Hanya saja, ambisi pembentukan Badan Penerimaan Negara tersebut tidak hilang. Bahkan, kini Prabowo menegaskan rencana pembentukan lembaga baru tersebut dalam dokumen resmi RPJMN 2025—2029.
"Mendirikan Badan Penerimaan Negara dan meningkatkan rasio penerimaan negara terhadap produk domestik bruto ke 23%," tertulis dalam Peraturan Presiden Nomor 12/2025 tentang RPJMN 2025—2029.
Perpres 12/2025 tentang RPJMN Tahun 2025—2029 ditandatangani Prabowo pada Senin (10/2/2025) dan diundangkan pada hari yang sama. Perpres itu langsung berlaku pada tanggal diundangkan.
Dijelaskan, cara menaikkan rasio penerimaan negara hingga 23% terhadap PDB itu yaitu dengan ekstensifikasi dan intensifikasi penerimaan perpajakan. RPJMN pun menargetkan tiga capaian.
Baca Juga
Pertama, penambahan wajib pajak hingga 90% pada 2029. Kedua, tingkat kepatuhan pajak penyampaian SPT Tahunan mencapai 100% pada 2029. Ketiga, indeks efektivitas kebijakan penerimaan negara 100% pada 2029.
RPJMN pun menjelaskan intervensi yang akan dilakukan untuk mewujudkan tiga capaian tersebut. Pertama, implementasi Coretax alias sistem informasi inti administrasi perpajakan dan interoperabilitas dengan sistem informasi stakeholder terkait agar menuju data-driven.
Kedua, simplifikasi proses bisnis dan kelembagaan serta penguatan kebijakan. Ketiga, pembenahan tata kelola ekstensifikasi dan intensifikasi perpajakan (termasuk sin tax). Keempat, peningkatan kepatuhan perpajakan.

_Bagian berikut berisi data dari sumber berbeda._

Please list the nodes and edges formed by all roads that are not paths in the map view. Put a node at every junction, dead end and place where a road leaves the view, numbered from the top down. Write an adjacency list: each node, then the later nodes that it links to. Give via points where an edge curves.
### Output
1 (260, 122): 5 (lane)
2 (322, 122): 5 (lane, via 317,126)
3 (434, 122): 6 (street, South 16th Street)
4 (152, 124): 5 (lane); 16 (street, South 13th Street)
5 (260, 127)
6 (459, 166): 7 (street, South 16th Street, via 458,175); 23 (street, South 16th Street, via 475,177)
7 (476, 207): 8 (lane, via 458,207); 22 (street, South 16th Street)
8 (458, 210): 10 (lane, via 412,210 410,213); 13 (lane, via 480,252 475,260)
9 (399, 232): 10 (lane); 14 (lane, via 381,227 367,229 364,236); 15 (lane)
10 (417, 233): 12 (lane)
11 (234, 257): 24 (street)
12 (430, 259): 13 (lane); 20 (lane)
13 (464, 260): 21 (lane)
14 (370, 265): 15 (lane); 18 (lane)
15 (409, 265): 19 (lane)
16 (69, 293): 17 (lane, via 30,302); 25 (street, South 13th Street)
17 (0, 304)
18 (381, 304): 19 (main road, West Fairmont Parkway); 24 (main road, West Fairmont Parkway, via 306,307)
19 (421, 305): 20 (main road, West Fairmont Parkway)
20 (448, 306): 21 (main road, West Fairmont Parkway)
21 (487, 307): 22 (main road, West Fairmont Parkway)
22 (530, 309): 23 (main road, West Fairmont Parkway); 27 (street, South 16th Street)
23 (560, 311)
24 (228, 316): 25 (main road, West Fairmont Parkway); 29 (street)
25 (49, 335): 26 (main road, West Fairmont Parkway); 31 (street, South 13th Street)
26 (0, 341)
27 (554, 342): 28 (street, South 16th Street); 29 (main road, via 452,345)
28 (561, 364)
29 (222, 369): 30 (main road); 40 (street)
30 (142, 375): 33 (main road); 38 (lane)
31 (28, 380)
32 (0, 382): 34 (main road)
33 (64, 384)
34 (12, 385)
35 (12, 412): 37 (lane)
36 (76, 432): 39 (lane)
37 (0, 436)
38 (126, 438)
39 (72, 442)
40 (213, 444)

Taktik Pemerintah Dongkrak Penerimaan Negara
Sebelumnya, Presiden Prabowo Subianto menargetkan tambahan penerimaan negara US$90 miliar atau sekitar Rp1.464,75 triliun (asumsi kurs JISDOR Rp16.275 per dolar AS) per tahunnya.
Target tersebut diungkapkan oleh adik Prabowo, Hashim Djojohadikusumo, ketika menjadi panelis dalam acara Indonesia Economic Summit di Hotel Shangri-La, Jakarta Pusat pada Rabu (19/2/2025).
Hashim menjelaskan bahwa persentase penerimaan negara terhadap produk domestik bruto (PDB) Indonesia merupakan salah satu yang terendah di antara negara-negara besar yaitu sekitar 12,2%.
Dia pun membandingkan Indonesia dengan Kamboja dan Vietnam. Menurutnya, persentase penerimaan negara terhadap PDB Kamboja mencapai 18% sementara Vietnam mencapai 23%.
"Jadi, pemerintah akan segera memulai program untuk meningkatkan penerimaan negara dan target kami adalah [seperti] Kamboja dan akhirnya Vietnam," jelas Hashim.
Elite Partai Gerindra itu mengungkapkan caranya yaitu dengan memajaki ekonomi bayang alias shadow economy. Dia mengungkap bahwa PDB Indonesia saat mencapai sekitar US$1,5 triliun.
Hashim pun mengutip temuan Bank Dunia yang memperkirakan ekonomi bayangan di Indonesia mencapai 25% sampai dengan 30% dari PDB. Oleh sebab itu, dia meyakini jika pemerintah berhasil memajaki aktivitas ekonomi bayangan maka penerimaan negara bertambah drastis.
Dia mengungkapkan pemerintah akan memajaki aktivitas ekonomi bayangan dengan bantuan teknologi terbaru berbasis kecerdasan buatan atau artificial intelligence (AI) hingga pemantauan elektronik yang terus ditingkatkan.
"Jadi untuk memberi Anda contoh, 6% dari US$1,5 triliun adalah US$90 miliar tambahan setiap tahun. Itu adalah target Presiden Prabowo, untuk meningkatkan pendapatan kita sebesar US$90 miliar setahun selama beberapa tahun ke depan dan kami optimis," tutup Hashim.